**TASK**
Single out the lines of the material that contain "paths" and copy them.
━━━━━━━━━━━━━━━━
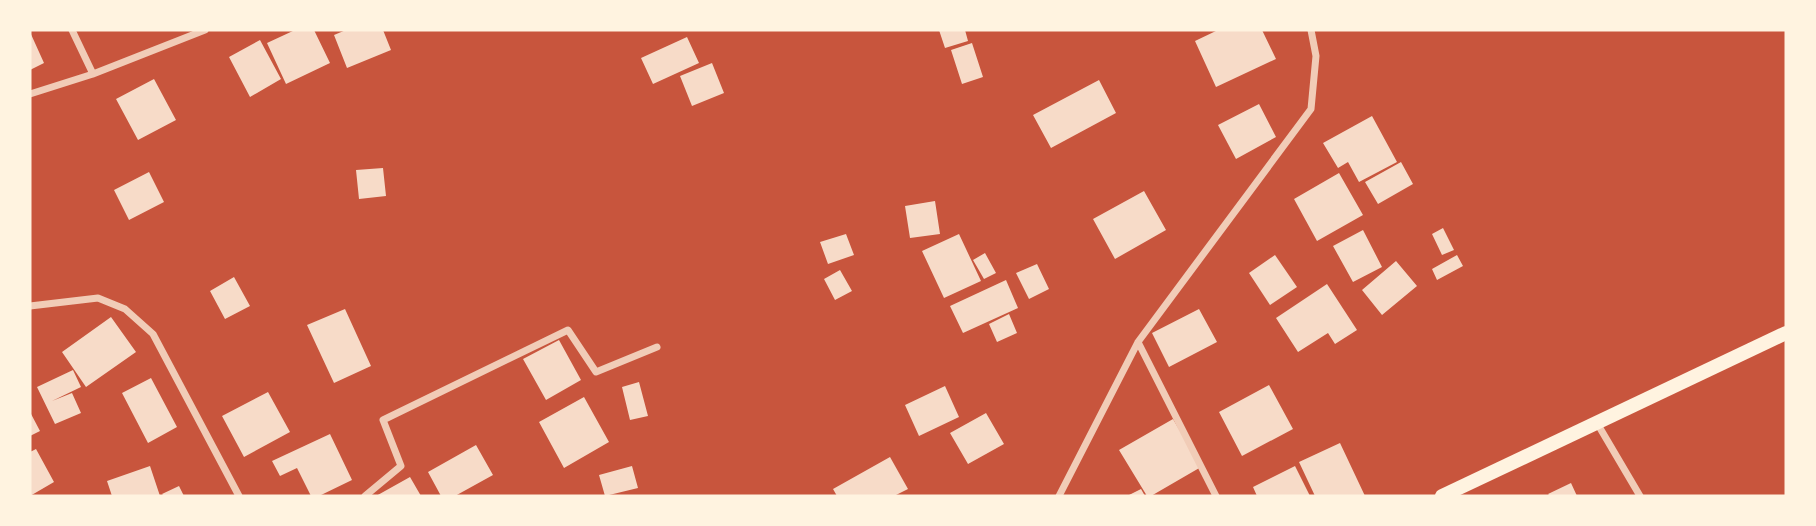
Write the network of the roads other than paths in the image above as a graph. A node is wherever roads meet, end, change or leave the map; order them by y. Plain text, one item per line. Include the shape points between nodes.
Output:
1 (72, 30) edge
2 (205, 30) edge
3 (1311, 30) edge
4 (93, 74) junction
5 (30, 94) edge
6 (30, 306) edge
7 (1786, 333) edge
8 (1138, 342) junction
9 (657, 347) dead end
10 (1597, 423) junction
11 (239, 496) edge
12 (365, 496) edge
13 (1059, 496) edge
14 (1216, 496) edge
15 (1445, 496) edge
16 (1640, 496) edge

1 - 4 street
2 - 4 street
3 - 8 street via 1316,55 1311,109
4 - 5 street
6 - 11 street via 97,298 125,309 153,334
7 - 10 main road
8 - 13 street
8 - 14 street
9 - 12 street via 596,372 568,330 383,420 401,466
10 - 15 main road
10 - 16 street

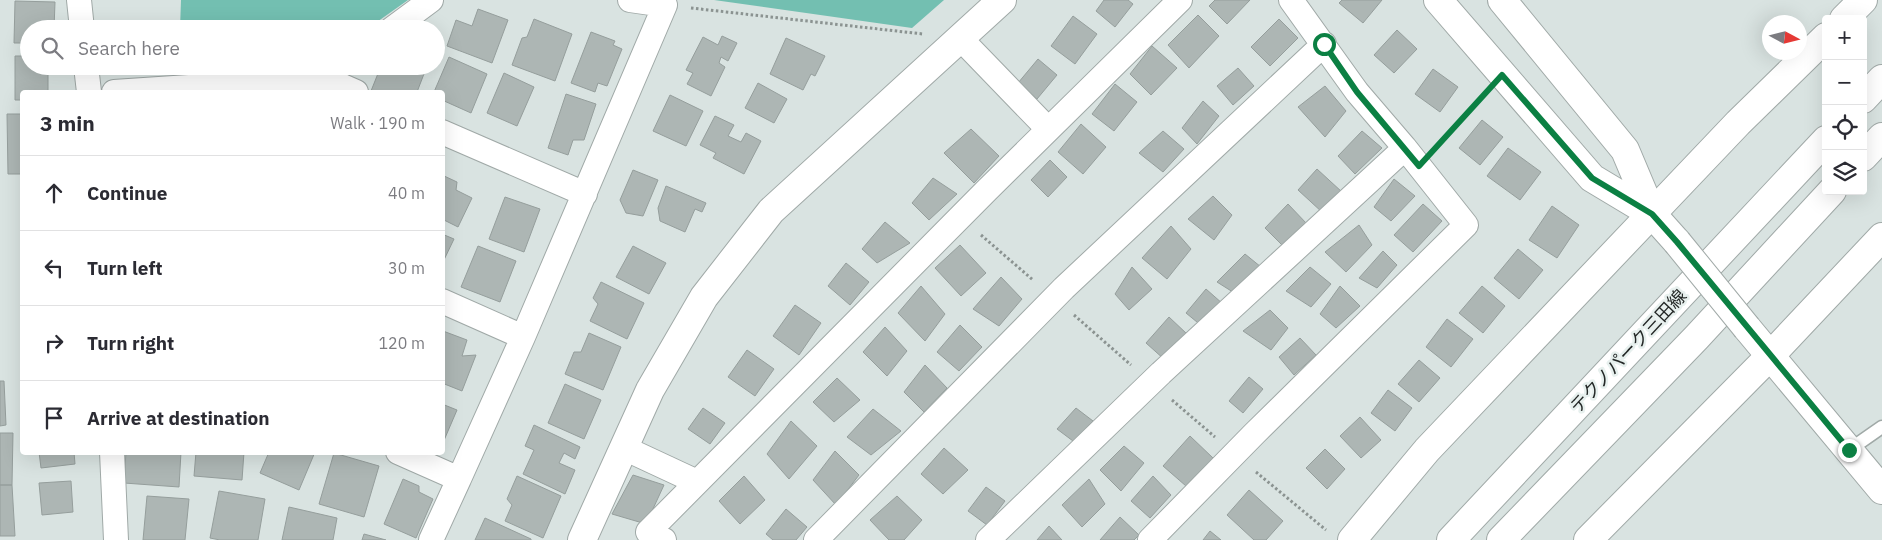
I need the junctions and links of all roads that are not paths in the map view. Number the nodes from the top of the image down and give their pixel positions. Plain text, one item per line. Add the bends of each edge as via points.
━━━━━━━━━━━━━━━━
**OUTPUT FOR THIS TASK**
Write the network of the roads other than paths in the image above as a graph. A node is wherever roads meet, end, change or leave the map; order them by y. Plain text, one item per line. Include the shape points between nodes.
I need the junctions and links of all roads that are not paths in the map view. Number the nodes from the top of the image down and give their pixel positions. Plain text, one item per line. Add the bends of each edge as via points.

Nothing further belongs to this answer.